Référence : 2004 CF 1455

Ottawa (Ontario), le 21 octobre 2004

EN PRÉSENCE DE MONSIEUR LE JUGE O'REILLY

ENTRE :

                                                             HARRIET LAVOIE

                                                                                                                                    demanderesse

                                                                             et

                                           PROCUREUR GÉNÉRAL DU CANADA

                                                                                                                                           défendeur

                                         MOTIFS DU JUGEMENT ET JUGEMENT

[1]                Mme Harriet Lavoie a travaillé pour Santé Canada pendant deux ans, à partir d'août 2001, à titre d'employée occasionnelle et d'employée nommée pour une période déterminée. En février 2003, elle a proposé sa candidature à un poste permanent offert par Santé Canada, qui devait être comblé par un concours public. L'entrevue de Mme Lavoie a eu lieu en juin 2003. Un mois plus tard, on l'informait que le processus de dotation était interrompu. Depuis lors, elle attend une décision pour savoir si elle a été choisie. Aucune autre étape n'a été franchie dans le processus de dotation. Elle m'a demandé d'ordonner au sous-ministre de Santé Canada d'intervenir, plus précisément d'établir une liste des candidats qualifiés. Il s'agit d'une « liste d'admissibilité » en vertu de la Loi sur l'emploi dans la fonction publique, L.R.C. (1985), ch. P-33, paragraphe 17(1).
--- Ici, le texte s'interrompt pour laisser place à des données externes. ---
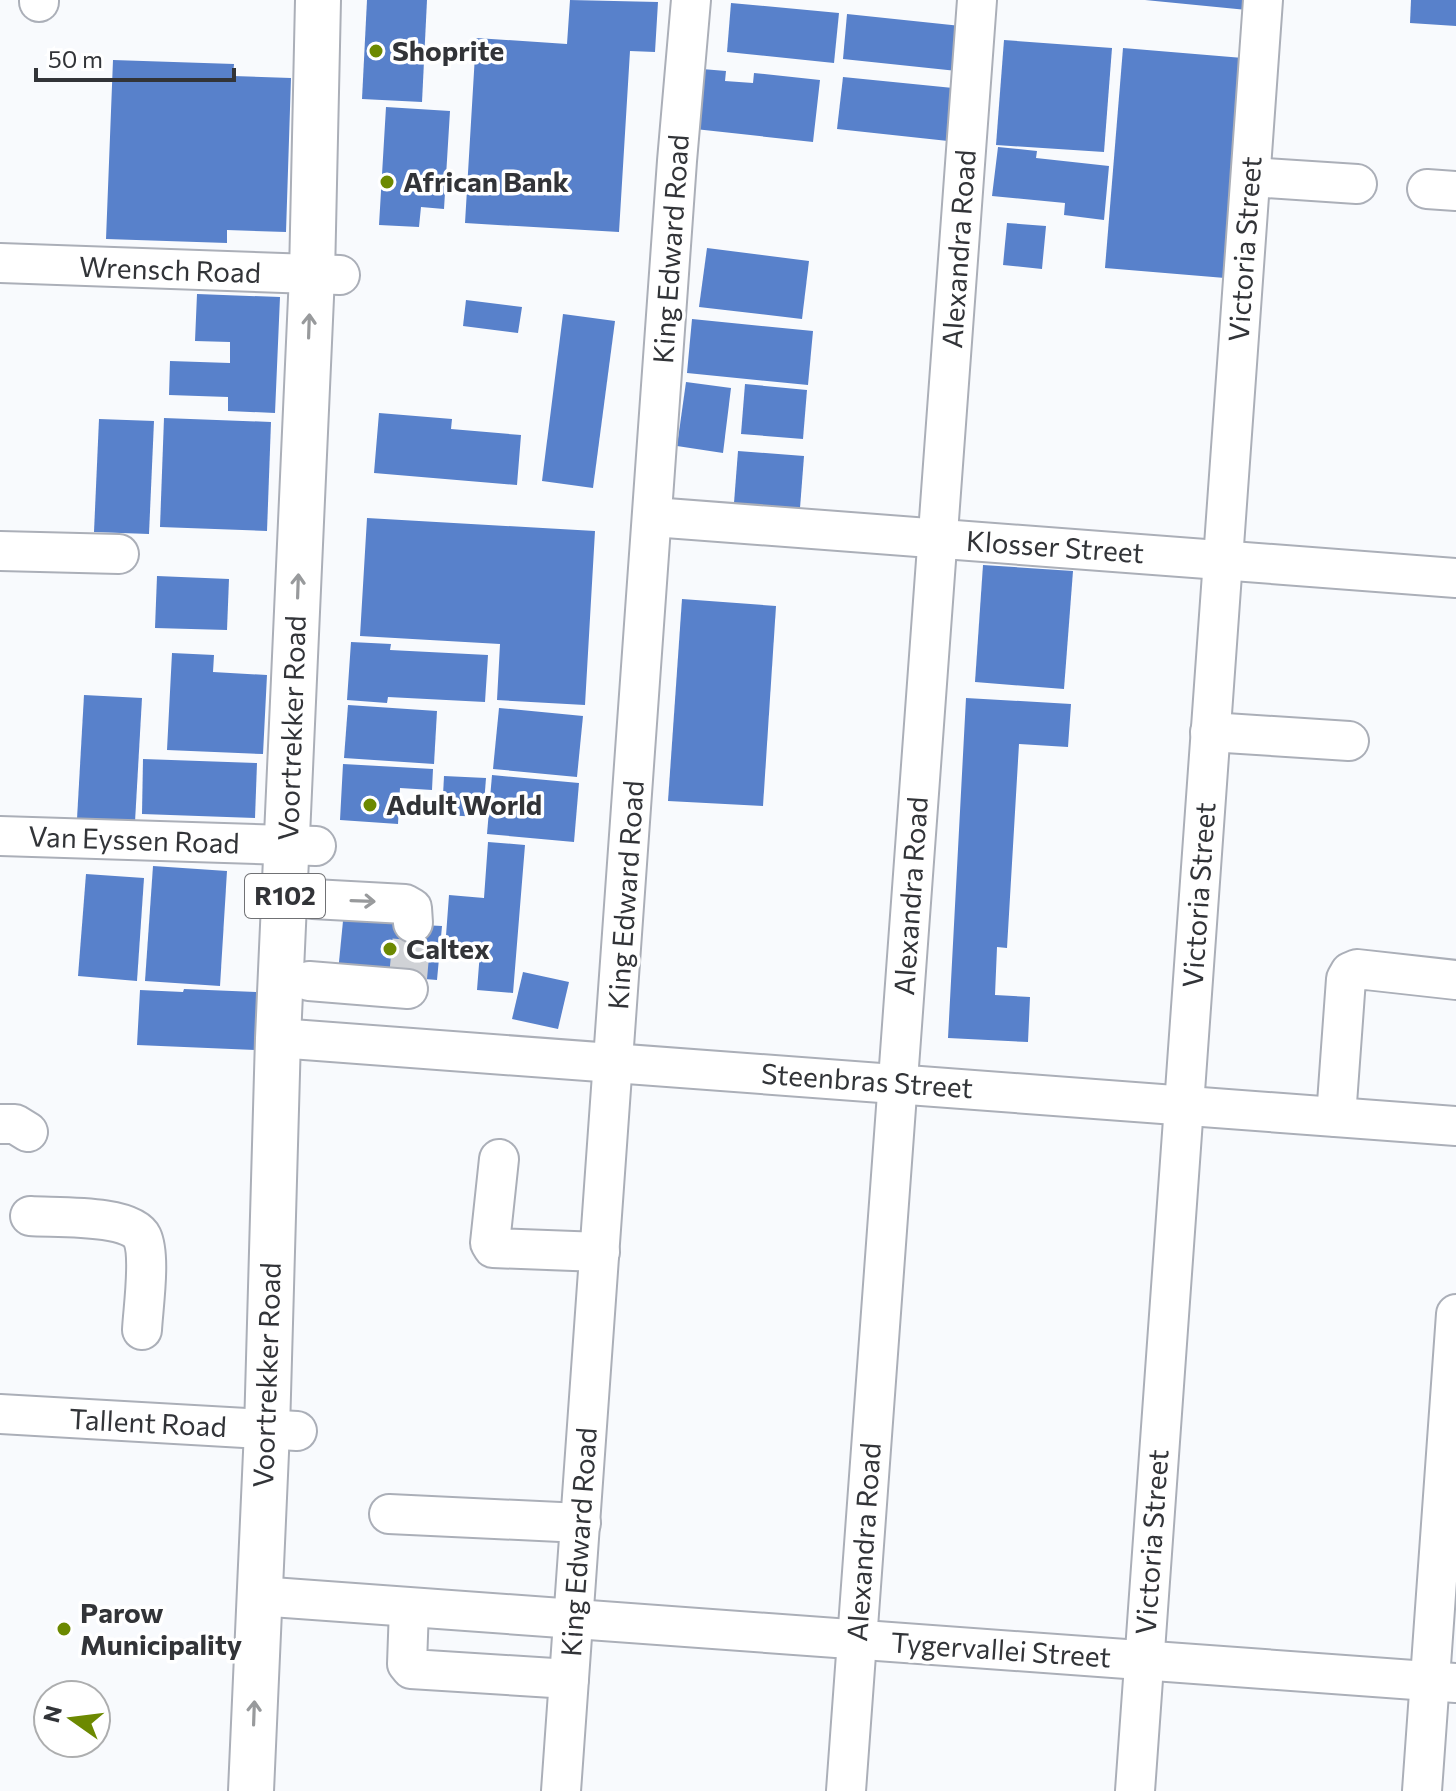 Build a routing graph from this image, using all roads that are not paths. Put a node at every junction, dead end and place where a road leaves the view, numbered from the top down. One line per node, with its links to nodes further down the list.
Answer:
1 (318, 0): 9 (main road, Voortrekker Road / R102)
2 (346, 0): 9 (main road, Voortrekker Road / R102)
3 (691, 0): 10 (street, King Edward Road)
4 (977, 0): 11 (street, Alexandra Road)
5 (1263, 0): 6 (street, Victoria Street)
6 (1251, 177): 7 (street); 14 (street, Victoria Street)
7 (1357, 184)
8 (0, 263): 9 (street, Wrensch Road)
9 (326, 275): 19 (main road, Voortrekker Road / R102)
10 (653, 517): 11 (street, Klosser Street); 26 (street, King Edward Road)
11 (938, 538): 14 (street, Klosser Street); 27 (street, Alexandra Road)
12 (0, 551): 13 (street)
13 (119, 554)
14 (1223, 560): 15 (street, Klosser Street); 16 (street, Victoria Street)
15 (1456, 578)
16 (1210, 732): 17 (street); 28 (street, Victoria Street)
17 (1349, 741)
18 (0, 836): 19 (street, Van Eyssen Road)
19 (301, 845): 20 (main road, Voortrekker Road / R102); 24 (main road, Voortrekker Road / R102)
20 (313, 899): 21 (street, one-way to 21); 23 (main road, Voortrekker Road / R102)
21 (412, 916)
22 (1456, 980): 29 (street)
23 (309, 981): 24 (main road, Voortrekker Road / R102); 25 (street)
24 (292, 1038): 25 (street, Steenbras Street); 38 (main road, Voortrekker Road / R102)
25 (404, 1046): 26 (street, Steenbras Street)
26 (615, 1062): 27 (street, Steenbras Street); 33 (street, King Edward Road)
27 (898, 1084): 28 (street, Steenbras Street); 44 (street, Alexandra Road)
28 (1184, 1105): 29 (street, Steenbras Street); 45 (street, Victoria Street)
29 (1336, 1117): 30 (street, Steenbras Street)
30 (1456, 1126)
31 (499, 1159): 33 (street)
32 (30, 1216): 35 (street)
33 (600, 1252): 40 (street, King Edward Road)
34 (1456, 1314): 37 (street)
35 (142, 1330)
36 (0, 1414): 38 (street, Tallent Road)
37 (1452, 1416): 47 (street)
38 (282, 1431): 41 (main road, Voortrekker Road / R102)
39 (389, 1514): 40 (street)
40 (581, 1523): 43 (street, King Edward Road)
41 (271, 1597): 42 (street, Tygervallei Street); 48 (main road, Voortrekker Road / R102, one-way to 41); 49 (main road, Voortrekker Road / R102)
42 (409, 1608): 43 (street, Tygervallei Street); 46 (street)
43 (573, 1621): 44 (street, Tygervallei Street); 46 (street, King Edward Road)
44 (857, 1639): 45 (street, Tygervallei Street); 51 (street, Alexandra Road)
45 (1144, 1660): 47 (street, Tygervallei Street); 52 (street, Victoria Street)
46 (569, 1679): 50 (street, King Edward Road)
47 (1443, 1682): 53 (street)
48 (251, 1791)
49 (280, 1791)
50 (561, 1791)
51 (846, 1791)
52 (1135, 1791)
53 (1422, 1791)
[2]                Bien qu'un important laps de temps se soit écoulé, je ne crois pas que les circonstances justifient que la Cour ordonne au sous-ministre d'établir une liste d'admissibilité. De bons motifs expliquent le délai. Santé Canada était en train d'examiner divers processus de dotation aux bureaux régionaux lorsque Mme Lavoie y travaillait, et la Commission de la fonction publique enquête sur les circonstances entourant le concours. Aussi, je dois rejeter la demande de Mme Lavoie.

I. Question en litige

[3]                Mme Lavoie a-t-elle satisfait au critère permettant d'ordonner au sous-ministre de Santé Canada d'établir une liste d'admissibilité?

II. Analyse

[4]                L'ordonnance souhaitée par Mme Lavoie est souvent appelée « ordonnance de mandamus » . Cette ordonnance spéciale n'est accordée que dans des circonstances très limitées. La Cour a déterminé un certain nombre de conditions préalables qui doivent être réunies pour qu'elle rende une telle ordonnance : Apotex Inc. c. Canada (Procureur général), [1994] 1 C.F. 742 (C.A.), conf. [1994] 3 R.C.S. 1100.


[5]                Seuls deux éléments du critère utilisé dans Apotex font l'objet d'un différend entre les parties en l'espèce : a) si le sous-ministre de Santé Canada a l'obligation d'intervenir et b) si le délai fixé dans le processus de dotation est déraisonnable dans les circonstances. Le défendeur a également fait valoir que l'ordonnance sollicitée par Mme Lavoie n'aurait aucun effet pratique. Cependant, compte tenu de mes conclusions relativement à d'autres questions, je considère inutile de répondre à cet argument.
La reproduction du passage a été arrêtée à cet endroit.